Predictions of Patterns of Response to Artificial Selection in Lines Derived From Natural Populations

The pattern of response to artificial selection on quantitative traits in laboratory populations can tell us something of the genetic architecture in the natural population from which they were derived. We modeled artificial selection in samples drawn from natural populations in which variation had been maintained by recurrent mutation, with genes having an effect on the trait, which was subject to real stabilizing selection, and a pleitropic effect on fitness (the joint-effect model). Natural selection leads to an inverse correlation between effects and frequencies of genes, such that the frequency distribution of genes increasing the trait has an extreme U-shape. In contrast to the classical infinitesimal model, an early accelerated response and a larger variance of response among replicates were predicted. However, these are reduced if the base population has been maintained in the laboratory for some generations by random sampling prior to artificial selection.
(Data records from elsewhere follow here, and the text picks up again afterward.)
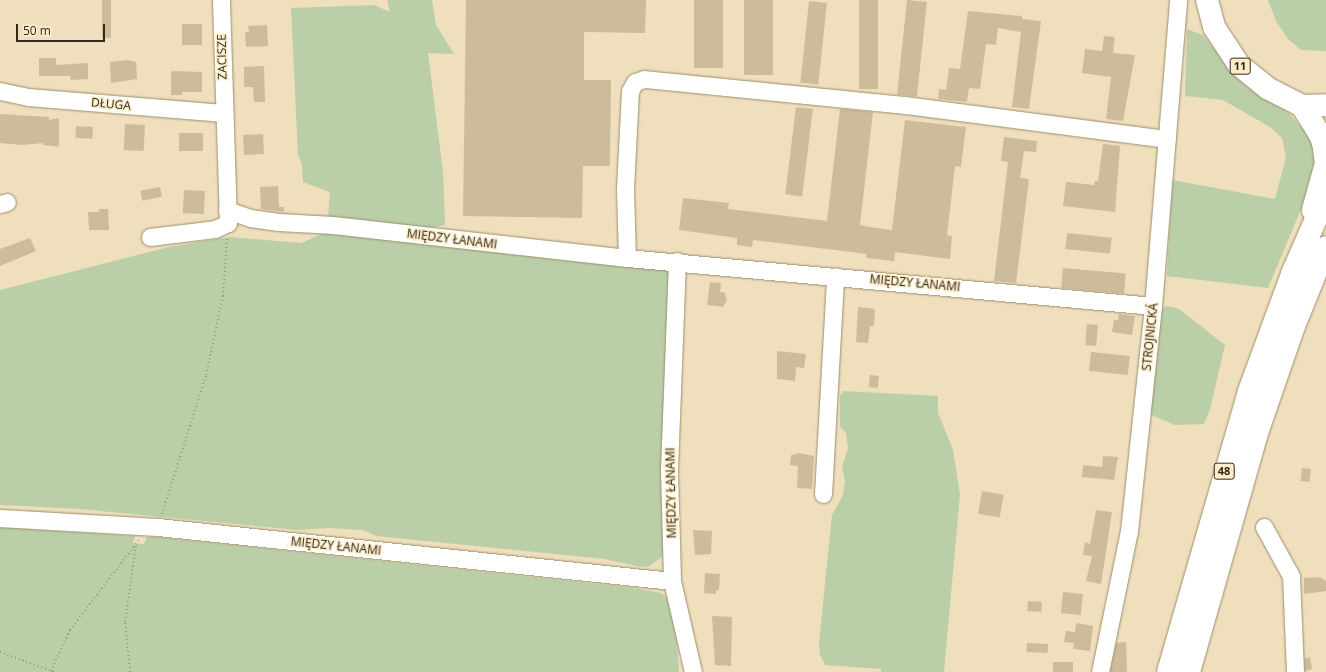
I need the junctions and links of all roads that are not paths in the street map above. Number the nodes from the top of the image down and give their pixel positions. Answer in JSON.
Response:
{"nodes":[{"id":1,"x":221,"y":0,"type":"edge"},
{"id":2,"x":1178,"y":0,"type":"edge"},
{"id":3,"x":1207,"y":0,"type":"edge"},
{"id":4,"x":0,"y":91,"type":"edge"},
{"id":5,"x":1326,"y":105,"type":"edge"},
{"id":6,"x":1302,"y":106,"type":"junction"},
{"id":7,"x":223,"y":114,"type":"junction"},
{"id":8,"x":1167,"y":138,"type":"junction"},
{"id":9,"x":1326,"y":196,"type":"edge"},
{"id":10,"x":227,"y":216,"type":"junction"},
{"id":11,"x":150,"y":238,"type":"dead end"},
{"id":12,"x":1326,"y":247,"type":"edge"},
{"id":13,"x":626,"y":258,"type":"junction"},
{"id":14,"x":677,"y":261,"type":"junction"},
{"id":15,"x":1326,"y":270,"type":"edge"},
{"id":16,"x":1292,"y":274,"type":"junction"},
{"id":17,"x":835,"y":276,"type":"junction"},
{"id":18,"x":1153,"y":306,"type":"junction"},
{"id":19,"x":1294,"y":326,"type":"junction"},
{"id":20,"x":823,"y":494,"type":"dead end"},
{"id":21,"x":0,"y":518,"type":"edge"},
{"id":22,"x":1264,"y":527,"type":"dead end"},
{"id":23,"x":672,"y":581,"type":"junction"},
{"id":24,"x":693,"y":672,"type":"edge"},
{"id":25,"x":1100,"y":672,"type":"edge"},
{"id":26,"x":1168,"y":672,"type":"edge"},
{"id":27,"x":1189,"y":672,"type":"edge"},
{"id":28,"x":1295,"y":672,"type":"edge"}],
"edges":[{"from":1,"to":7,"type":"street","name":"ZACISZE"},
{"from":2,"to":8,"type":"street","name":"STROJNICKÁ"},
{"from":3,"to":6,"type":"highway","number":"11"},
{"from":4,"to":7,"type":"street","name":"DŁUGA"},
{"from":5,"to":6,"type":"highway","number":"11"},
{"from":6,"to":16,"type":"highway"},
{"from":7,"to":10,"type":"street"},
{"from":8,"to":13,"type":"street"},
{"from":8,"to":18,"type":"street","name":"STROJNICKÁ"},
{"from":9,"to":16,"type":"highway","number":"48"},
{"from":10,"to":11,"type":"street"},
{"from":10,"to":13,"type":"street","name":"MIĘDZY ŁANAMI"},
{"from":12,"to":19,"type":"highway","number":"48"},
{"from":13,"to":14,"type":"street","name":"MIĘDZY ŁANAMI"},
{"from":14,"to":17,"type":"street","name":"MIĘDZY ŁANAMI"},
{"from":14,"to":23,"type":"street","name":"MIĘDZY ŁANAMI"},
{"from":15,"to":19,"type":"highway"},
{"from":16,"to":26,"type":"highway","number":"48"},
{"from":17,"to":18,"type":"street","name":"MIĘDZY ŁANAMI"},
{"from":17,"to":20,"type":"street"},
{"from":18,"to":25,"type":"street","name":"STROJNICKÁ"},
{"from":19,"to":27,"type":"highway","number":"48"},
{"from":21,"to":23,"type":"street","name":"MIĘDZY ŁANAMI"},
{"from":22,"to":28,"type":"street"},
{"from":23,"to":24,"type":"street","name":"MIĘDZY ŁANAMI"}]}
When multiple loci and linkage are also taken into account, the gametic disequilibria generated by the Bulmer and Hill-Robertson effects are such that little or no increase in variance and acceleration of response in early generations of artificial selection are predicted; further, the patterns of predicted responses for the joint-effect model now become close to those of the infinitesimal model. Comparison with data from laboratory selection experiments shows that, overall, the analysis did not provide clear support for the joint-effect model or a clear case for rejection.